The problem: Report each line of the listing that carries the word "number".
━━━━━ Records to process ━━━━━
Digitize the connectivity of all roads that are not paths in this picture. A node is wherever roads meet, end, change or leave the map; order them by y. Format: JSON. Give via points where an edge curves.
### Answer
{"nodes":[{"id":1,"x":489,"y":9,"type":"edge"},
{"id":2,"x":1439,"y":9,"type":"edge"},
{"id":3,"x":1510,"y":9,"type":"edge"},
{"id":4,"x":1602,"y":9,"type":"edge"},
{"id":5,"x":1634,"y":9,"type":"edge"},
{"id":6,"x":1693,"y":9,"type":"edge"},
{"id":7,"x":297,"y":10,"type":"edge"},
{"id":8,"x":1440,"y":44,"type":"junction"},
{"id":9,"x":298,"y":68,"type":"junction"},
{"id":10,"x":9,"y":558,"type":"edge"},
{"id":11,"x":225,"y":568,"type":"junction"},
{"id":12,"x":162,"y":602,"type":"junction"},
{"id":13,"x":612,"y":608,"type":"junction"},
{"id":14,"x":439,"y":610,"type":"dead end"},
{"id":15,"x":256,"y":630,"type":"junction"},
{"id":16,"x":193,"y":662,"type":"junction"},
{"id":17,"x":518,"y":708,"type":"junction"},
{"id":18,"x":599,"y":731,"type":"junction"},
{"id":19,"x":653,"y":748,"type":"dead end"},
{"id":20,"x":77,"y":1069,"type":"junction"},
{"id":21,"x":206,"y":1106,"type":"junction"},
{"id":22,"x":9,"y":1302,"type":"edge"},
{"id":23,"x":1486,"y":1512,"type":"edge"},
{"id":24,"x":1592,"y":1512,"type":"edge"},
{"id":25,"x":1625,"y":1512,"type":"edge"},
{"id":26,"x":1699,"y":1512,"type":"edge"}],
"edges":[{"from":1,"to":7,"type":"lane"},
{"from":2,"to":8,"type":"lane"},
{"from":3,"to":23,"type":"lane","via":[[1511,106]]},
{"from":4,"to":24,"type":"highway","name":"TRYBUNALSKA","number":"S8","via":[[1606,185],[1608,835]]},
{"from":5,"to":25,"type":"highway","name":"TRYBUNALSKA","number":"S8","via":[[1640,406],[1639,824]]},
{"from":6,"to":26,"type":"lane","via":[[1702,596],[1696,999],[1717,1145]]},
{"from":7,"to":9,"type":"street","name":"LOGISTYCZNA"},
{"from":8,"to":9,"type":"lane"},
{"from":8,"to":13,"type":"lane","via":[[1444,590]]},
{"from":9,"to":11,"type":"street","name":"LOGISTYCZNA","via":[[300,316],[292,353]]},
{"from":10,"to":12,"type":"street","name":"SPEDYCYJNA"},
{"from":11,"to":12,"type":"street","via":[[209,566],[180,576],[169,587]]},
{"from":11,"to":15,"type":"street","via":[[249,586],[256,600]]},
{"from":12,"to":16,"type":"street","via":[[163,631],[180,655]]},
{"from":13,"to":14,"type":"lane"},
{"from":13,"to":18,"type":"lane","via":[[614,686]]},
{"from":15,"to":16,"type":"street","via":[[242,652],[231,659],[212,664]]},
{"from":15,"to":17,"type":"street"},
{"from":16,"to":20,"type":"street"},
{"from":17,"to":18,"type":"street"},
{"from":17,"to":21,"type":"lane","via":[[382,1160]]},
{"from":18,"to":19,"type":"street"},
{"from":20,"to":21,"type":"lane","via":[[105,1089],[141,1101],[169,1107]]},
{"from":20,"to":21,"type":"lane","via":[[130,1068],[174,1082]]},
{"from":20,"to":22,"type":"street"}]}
━━━━━
Exercise result:
{"from":4,"to":24,"type":"highway","name":"TRYBUNALSKA","number":"S8","via":[[1606,185],[1608,835]]},
{"from":5,"to":25,"type":"highway","name":"TRYBUNALSKA","number":"S8","via":[[1640,406],[1639,824]]},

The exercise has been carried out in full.